Evergreen Public Schools and its teachers union reached a deal Thursday allowing teachers to continue working from home so long as there are no students in their classroom to teach.
Clark County’s largest school district will begin classes remotely Tuesday due to the continued spread of the novel coronavirus, with the vast majority of students tuning in for virtual lessons and other activities that can be done at home.
The district will, however, begin bringing in small groups of students throughout the month, focusing first on students “farthest from educational justice.” That could include students receiving special education services, low-income students, students of color and other groups disproportionately under-served by a virtual education.
Under the district’s agreement with the Evergreen Education Association, teachers can continue to work from home, but if students in their classroom need in-person services, the district must give those teachers 48 hours’ notice before requiring they come to the building.
The agreement is a compromise on a previous proposal to bring all teachers in beginning Sept. 21 whether they had students in their classrooms or not.
“This is nothing to do with anything more than trying to serve students in our schools, and serving students in our schools safely and appropriately per the guidance that we’ve been provided,” Superintendent Mike Merlino said at Tuesday’s school board meeting.

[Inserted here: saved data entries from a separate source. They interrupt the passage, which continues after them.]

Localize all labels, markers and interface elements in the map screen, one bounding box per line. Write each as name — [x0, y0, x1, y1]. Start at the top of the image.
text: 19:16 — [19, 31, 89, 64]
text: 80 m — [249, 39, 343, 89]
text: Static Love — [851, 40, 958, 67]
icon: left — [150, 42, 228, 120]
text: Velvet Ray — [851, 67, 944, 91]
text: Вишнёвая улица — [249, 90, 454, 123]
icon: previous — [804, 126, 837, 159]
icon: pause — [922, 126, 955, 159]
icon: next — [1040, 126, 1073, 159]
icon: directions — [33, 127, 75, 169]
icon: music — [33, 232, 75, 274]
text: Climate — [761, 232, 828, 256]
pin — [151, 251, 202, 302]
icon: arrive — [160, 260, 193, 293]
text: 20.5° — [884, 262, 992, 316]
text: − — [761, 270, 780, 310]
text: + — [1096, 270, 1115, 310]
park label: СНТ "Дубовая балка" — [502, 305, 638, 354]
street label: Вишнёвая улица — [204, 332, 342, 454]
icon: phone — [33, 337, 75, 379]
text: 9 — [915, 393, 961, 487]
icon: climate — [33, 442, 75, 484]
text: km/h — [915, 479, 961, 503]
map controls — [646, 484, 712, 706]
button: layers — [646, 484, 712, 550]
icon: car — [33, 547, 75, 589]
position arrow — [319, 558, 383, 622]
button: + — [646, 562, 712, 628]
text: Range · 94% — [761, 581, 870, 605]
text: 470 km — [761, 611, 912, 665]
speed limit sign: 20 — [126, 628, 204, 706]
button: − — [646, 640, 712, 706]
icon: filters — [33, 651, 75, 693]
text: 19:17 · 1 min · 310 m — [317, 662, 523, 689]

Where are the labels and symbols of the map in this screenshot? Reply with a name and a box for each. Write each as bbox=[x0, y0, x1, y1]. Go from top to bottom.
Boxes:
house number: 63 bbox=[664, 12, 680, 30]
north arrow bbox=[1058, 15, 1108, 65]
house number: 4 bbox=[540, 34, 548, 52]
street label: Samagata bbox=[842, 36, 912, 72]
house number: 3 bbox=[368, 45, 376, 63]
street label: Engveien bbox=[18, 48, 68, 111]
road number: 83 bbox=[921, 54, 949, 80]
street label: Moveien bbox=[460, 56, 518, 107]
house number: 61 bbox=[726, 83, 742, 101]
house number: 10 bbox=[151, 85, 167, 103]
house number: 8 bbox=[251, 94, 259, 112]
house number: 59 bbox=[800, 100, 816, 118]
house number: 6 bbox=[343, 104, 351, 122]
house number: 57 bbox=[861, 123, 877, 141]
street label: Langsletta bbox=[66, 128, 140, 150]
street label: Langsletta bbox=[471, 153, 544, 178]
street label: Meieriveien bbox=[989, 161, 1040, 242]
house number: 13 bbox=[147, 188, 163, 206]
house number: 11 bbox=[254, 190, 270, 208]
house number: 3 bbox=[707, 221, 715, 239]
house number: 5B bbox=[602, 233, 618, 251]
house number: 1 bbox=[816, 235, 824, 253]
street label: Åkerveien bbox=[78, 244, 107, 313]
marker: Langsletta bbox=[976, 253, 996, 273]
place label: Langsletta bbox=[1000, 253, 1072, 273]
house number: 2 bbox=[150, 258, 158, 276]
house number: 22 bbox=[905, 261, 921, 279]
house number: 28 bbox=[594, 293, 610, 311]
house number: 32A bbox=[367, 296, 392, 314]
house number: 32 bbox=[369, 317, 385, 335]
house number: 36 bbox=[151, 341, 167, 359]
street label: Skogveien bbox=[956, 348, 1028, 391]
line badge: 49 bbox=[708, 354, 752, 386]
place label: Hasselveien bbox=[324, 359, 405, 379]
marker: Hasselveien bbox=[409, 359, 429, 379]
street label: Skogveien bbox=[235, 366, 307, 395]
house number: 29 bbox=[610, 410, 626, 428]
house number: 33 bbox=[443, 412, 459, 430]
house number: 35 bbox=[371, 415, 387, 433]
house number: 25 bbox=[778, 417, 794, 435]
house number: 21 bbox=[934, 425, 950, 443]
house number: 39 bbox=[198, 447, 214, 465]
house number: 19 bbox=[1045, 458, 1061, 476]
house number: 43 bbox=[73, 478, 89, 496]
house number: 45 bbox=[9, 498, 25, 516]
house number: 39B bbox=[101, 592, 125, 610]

The union’s bargaining team had initially agreed to that plan, but it was rejected by the union’s executive board, fearing the proposal would bring teachers back into the classroom before it’s safe to do so on a large scale.
Evergreen Education Association President Bill Beville said the plan ensures student needs will be met while protecting teachers concerned about a district-imposed return date.
“We recognize as well there were kids left out,” Beville said of remote learning. “It just came down to a respect piece and a trust piece. We always knew the teachers would come and teach the kids if the kids needed them.”
All Clark County public school districts will start the school year remotely due to continued concerns about COVID-19. The state has advised counties consider their two-week transmission rate in deciding whether to open schools for in-person instruction. Counties with a transmission rate higher that 75 new cases per 100,000 residents in a two-week period high risk, and should open remotely. Counties with a transmission rate between 25 and 75 cases per 100,000 residents, meanwhile, are considered moderate risk, and can begin bringing younger students into the classroom part of the week, with older students continuing online education.
Clark County has straddled the line between moderate and high for several weeks now, with the latest data showing 71.6 new cases per 100,000 residents in a two-week period. Clark County Public Health director, Dr. Alan Melnick, has advised that if transmission rates can stay at moderate levels for three weeks after the Labor Day holiday, he could recommend reopening schools.